Reddit is a social media platform that features a network of communities where users can engage in discussions within the millions of subreddit communities available. Subreddits are the communities in Reddit where users speak to each other about a specific topic. The subreddit that I will be focusing on in this assignment is chelseafc subreddit. Chelsea Football Club is one of the best soccer teams in the world and is from London, United Kingdom. I have been a Chelsea fan for as long as I can remember, and I have also loosely followed the chelseafc subreddit. Within this assignment I want to learn more about the network that is the chelseafc subreddit, and which users I should follow if I want to see what the most engaged users are currently discussing.

The source of my network data is the chelseafc subreddit data gained through the use of Reddit’s API. To make this happen I had to create a Reddit application on Reddit’s app page in order to receive the unique identifiers needed to acquire the data. To create my network I used the NetworkX Python package to iterate through the posts and comments of the chelseafc subreddit while adding nodes and edges to my network. The nodes in my network represent a user that made one of the top twenty comments on one of the top ten posts of all time in the chelseafc subreddit, or made one of the top ten replies to one of those twenty comments. The edges in my network represent an interaction between two users through a reply to a comment.

The importance of a node in a graph can be determined with a few different measures depending on what you would like to specifically look at. The three measures I will use in this assignment to test node importance are degree of centrality, closeness centrality and betweenness centrality. Degree centrality measures importance with the amount of edges a node has. Closeness centrality measures importance with the average shortest distance of a node to every other node. Betweenness centrality measures importance by looking at which nodes frequently lie on the shortest path between other nodes. After looking at the results above, the user named “Zarly88” is clearly the most important node in the chelseafc subreddit network with the highest degree centrality, closeness centrality, and betweenness centrality. Additionally, the users: “MoDollazz”, “Vicar13”, and “Deuce_GM” are all important nodes as they have top ten measures in closeness centrality and betweenness centrality.

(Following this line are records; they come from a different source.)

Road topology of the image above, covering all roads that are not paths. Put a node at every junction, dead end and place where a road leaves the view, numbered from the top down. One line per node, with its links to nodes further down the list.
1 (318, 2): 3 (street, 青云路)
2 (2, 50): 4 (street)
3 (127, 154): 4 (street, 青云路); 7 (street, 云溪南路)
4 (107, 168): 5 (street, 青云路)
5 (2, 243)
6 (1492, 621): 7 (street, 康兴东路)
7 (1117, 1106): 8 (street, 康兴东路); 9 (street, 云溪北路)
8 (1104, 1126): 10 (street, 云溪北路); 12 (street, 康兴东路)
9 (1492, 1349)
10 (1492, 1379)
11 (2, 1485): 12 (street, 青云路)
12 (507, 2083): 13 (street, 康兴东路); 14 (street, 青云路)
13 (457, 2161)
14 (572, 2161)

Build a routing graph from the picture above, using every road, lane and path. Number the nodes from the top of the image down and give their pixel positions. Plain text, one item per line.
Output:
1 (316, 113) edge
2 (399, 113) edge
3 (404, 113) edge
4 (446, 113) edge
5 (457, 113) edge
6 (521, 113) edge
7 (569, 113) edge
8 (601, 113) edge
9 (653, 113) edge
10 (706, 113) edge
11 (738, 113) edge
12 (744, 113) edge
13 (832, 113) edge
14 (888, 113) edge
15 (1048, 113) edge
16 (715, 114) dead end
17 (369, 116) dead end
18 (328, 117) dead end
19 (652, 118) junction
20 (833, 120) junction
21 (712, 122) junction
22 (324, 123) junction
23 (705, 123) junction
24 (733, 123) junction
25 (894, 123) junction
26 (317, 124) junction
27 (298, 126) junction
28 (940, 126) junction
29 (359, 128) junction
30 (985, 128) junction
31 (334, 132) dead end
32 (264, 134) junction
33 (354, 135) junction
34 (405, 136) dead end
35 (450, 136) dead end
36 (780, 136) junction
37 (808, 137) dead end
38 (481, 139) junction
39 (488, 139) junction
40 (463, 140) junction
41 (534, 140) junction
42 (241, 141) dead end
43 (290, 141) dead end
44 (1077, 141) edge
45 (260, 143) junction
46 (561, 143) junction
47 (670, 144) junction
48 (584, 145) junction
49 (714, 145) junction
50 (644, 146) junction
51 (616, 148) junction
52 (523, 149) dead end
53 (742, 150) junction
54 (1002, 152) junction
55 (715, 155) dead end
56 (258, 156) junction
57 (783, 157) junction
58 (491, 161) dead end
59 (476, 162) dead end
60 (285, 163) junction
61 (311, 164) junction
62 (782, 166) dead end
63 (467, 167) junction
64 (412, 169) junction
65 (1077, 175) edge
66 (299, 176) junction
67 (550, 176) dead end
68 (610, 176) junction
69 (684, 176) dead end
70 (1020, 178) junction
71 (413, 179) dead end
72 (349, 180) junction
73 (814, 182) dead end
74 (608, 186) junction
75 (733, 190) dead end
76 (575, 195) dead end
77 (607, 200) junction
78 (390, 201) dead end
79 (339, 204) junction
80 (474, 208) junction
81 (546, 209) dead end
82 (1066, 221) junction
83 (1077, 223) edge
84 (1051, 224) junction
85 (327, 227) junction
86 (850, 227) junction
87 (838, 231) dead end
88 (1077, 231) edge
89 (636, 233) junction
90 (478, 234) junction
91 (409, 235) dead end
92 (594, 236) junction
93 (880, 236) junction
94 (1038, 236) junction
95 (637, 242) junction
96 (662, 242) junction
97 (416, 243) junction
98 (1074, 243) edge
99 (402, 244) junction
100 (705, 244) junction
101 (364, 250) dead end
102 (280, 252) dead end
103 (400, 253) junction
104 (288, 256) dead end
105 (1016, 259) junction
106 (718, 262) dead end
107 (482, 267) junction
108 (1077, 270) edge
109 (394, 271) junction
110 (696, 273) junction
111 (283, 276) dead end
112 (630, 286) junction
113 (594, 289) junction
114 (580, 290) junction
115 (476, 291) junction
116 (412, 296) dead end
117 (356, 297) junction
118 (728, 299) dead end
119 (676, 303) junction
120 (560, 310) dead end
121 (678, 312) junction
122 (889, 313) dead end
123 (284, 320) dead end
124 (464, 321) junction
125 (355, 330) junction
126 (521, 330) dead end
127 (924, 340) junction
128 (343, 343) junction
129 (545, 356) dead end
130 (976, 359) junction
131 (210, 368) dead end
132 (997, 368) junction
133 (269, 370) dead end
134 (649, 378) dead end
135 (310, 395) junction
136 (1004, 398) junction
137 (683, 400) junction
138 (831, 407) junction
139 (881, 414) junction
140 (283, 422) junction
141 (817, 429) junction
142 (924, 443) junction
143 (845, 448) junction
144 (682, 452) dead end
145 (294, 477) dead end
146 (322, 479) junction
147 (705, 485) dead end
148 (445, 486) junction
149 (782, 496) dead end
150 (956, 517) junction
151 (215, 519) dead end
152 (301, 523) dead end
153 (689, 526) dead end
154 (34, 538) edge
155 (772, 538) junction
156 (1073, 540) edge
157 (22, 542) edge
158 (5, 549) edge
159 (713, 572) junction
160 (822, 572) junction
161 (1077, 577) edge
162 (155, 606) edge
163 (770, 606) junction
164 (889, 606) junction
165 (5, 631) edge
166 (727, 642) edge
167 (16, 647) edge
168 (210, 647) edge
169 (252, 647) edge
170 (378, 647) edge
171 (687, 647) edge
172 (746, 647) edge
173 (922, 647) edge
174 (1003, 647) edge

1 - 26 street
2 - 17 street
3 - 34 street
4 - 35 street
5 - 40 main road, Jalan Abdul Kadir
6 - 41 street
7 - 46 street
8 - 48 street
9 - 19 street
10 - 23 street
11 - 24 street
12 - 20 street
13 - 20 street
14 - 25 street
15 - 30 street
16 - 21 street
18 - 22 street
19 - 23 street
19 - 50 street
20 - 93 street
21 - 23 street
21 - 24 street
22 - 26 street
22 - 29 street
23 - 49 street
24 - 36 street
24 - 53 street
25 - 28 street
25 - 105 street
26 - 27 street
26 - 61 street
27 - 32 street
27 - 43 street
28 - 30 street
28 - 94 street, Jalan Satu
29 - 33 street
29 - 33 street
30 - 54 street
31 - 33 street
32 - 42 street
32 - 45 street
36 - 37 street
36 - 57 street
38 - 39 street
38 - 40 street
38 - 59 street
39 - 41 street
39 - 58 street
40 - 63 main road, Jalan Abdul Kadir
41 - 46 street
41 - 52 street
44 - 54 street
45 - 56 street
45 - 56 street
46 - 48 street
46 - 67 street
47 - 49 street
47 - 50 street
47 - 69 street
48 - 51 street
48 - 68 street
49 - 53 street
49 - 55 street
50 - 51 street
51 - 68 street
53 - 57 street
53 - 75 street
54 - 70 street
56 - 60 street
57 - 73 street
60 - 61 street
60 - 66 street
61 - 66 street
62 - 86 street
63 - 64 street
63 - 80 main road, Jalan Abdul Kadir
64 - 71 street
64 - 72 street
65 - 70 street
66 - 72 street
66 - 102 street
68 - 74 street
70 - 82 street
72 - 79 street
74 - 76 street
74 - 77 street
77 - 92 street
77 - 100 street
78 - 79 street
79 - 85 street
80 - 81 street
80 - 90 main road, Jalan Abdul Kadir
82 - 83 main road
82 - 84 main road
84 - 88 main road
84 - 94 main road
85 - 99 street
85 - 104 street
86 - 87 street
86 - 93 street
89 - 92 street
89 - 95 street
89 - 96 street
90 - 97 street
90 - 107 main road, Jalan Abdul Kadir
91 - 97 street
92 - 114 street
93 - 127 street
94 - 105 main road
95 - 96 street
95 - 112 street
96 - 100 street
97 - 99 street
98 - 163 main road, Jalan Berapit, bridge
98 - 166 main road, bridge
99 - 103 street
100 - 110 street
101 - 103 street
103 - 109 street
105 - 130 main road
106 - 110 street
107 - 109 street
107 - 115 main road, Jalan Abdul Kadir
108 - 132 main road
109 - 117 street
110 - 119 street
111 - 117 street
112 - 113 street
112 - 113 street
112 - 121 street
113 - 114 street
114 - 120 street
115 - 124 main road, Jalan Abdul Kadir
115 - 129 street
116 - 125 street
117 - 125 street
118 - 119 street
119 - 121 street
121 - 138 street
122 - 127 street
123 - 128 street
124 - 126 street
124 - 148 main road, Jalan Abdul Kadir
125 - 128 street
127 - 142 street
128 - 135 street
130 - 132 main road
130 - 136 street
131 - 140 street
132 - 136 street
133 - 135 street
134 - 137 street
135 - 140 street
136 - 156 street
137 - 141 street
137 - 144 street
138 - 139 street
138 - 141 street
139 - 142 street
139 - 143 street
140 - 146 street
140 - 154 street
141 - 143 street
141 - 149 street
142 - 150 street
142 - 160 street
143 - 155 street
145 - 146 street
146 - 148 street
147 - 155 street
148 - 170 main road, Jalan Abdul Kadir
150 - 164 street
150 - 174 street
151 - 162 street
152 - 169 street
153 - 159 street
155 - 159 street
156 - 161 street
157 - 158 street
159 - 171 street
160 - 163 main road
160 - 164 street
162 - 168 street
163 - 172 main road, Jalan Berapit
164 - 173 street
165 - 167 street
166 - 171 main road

One issue that I struggled with throughout this assignment was a “ValueError: None cannot be a node” error that I kept receiving when trying to recursively iterate through each post and comment. The error specifically occurred when a new node was being added for a comment’s author which confused me as I believed that each comment should have a username attached to it. However, after doing a bit more research on Reddit I realized that users can delete their accounts without their comments disappearing, which likely explains why this happened. I was able to solve this issue with an if statement ensuring that if a node has a value of None, then it will continue back to the top of the loop.

One limitation of my data and analysis is the amount of posts and comments I used to create my graph. Overall, I had 176 nodes and 241 edges in my network, but the chelseafc subreddit has much more content that I could have used for the graph. It would have been interesting to get a broader look into which user is the most important node in the network overall rather than just looking at the top ten posts ever in the subreddit.

My main takeaway from this assignment is the knowledge I gained about different centrality measures. I have had a brief introduction to the various centrality measures in the past, but I believe this assignment really allowed me to get to understand them in a bit more depth.

--

--